■ **What you need to do**
Go over the lines below, and when one contains the word "index", copy it.

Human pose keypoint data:

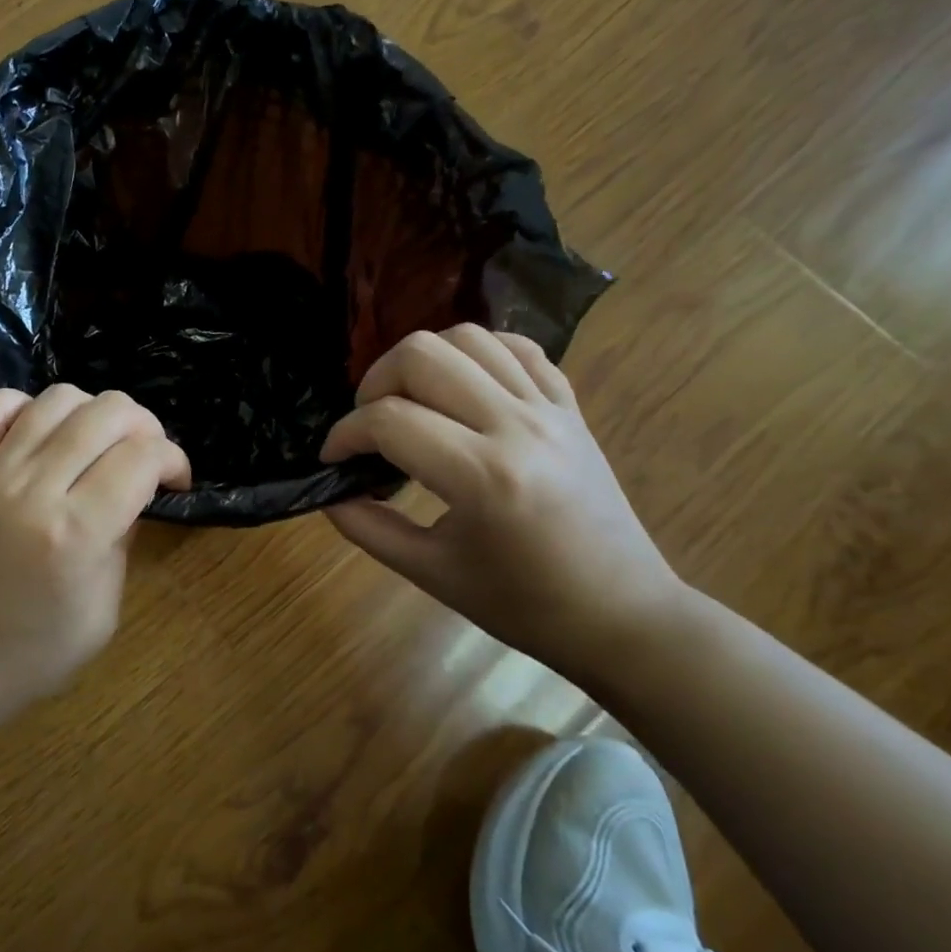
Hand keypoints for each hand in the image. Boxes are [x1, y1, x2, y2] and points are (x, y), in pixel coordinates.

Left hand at [0, 385, 190, 737]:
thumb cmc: (30, 655)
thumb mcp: (102, 614)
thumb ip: (123, 540)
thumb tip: (136, 491)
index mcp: (76, 533)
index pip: (143, 457)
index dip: (174, 460)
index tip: (175, 482)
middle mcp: (35, 487)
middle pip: (109, 412)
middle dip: (145, 428)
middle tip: (145, 461)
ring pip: (59, 397)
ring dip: (94, 412)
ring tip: (98, 447)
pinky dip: (30, 407)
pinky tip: (43, 437)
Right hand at [320, 326, 685, 672]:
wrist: (622, 615)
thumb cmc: (523, 605)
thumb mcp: (431, 573)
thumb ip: (368, 528)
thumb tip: (328, 493)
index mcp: (482, 477)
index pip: (389, 420)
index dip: (344, 435)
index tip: (332, 458)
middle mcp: (517, 427)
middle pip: (423, 355)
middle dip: (374, 383)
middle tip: (367, 425)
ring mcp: (550, 410)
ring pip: (469, 337)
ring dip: (421, 360)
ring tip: (408, 400)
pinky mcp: (571, 407)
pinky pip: (519, 348)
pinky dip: (476, 353)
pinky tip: (459, 384)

■ **Task answer**
index mcp: (76, 533)
index pip: (143, 457)
index dip: (174, 460)
index tip: (175, 482)
index mcp: (482, 477)
index pip: (389, 420)
index dip: (344, 435)
index tip: (332, 458)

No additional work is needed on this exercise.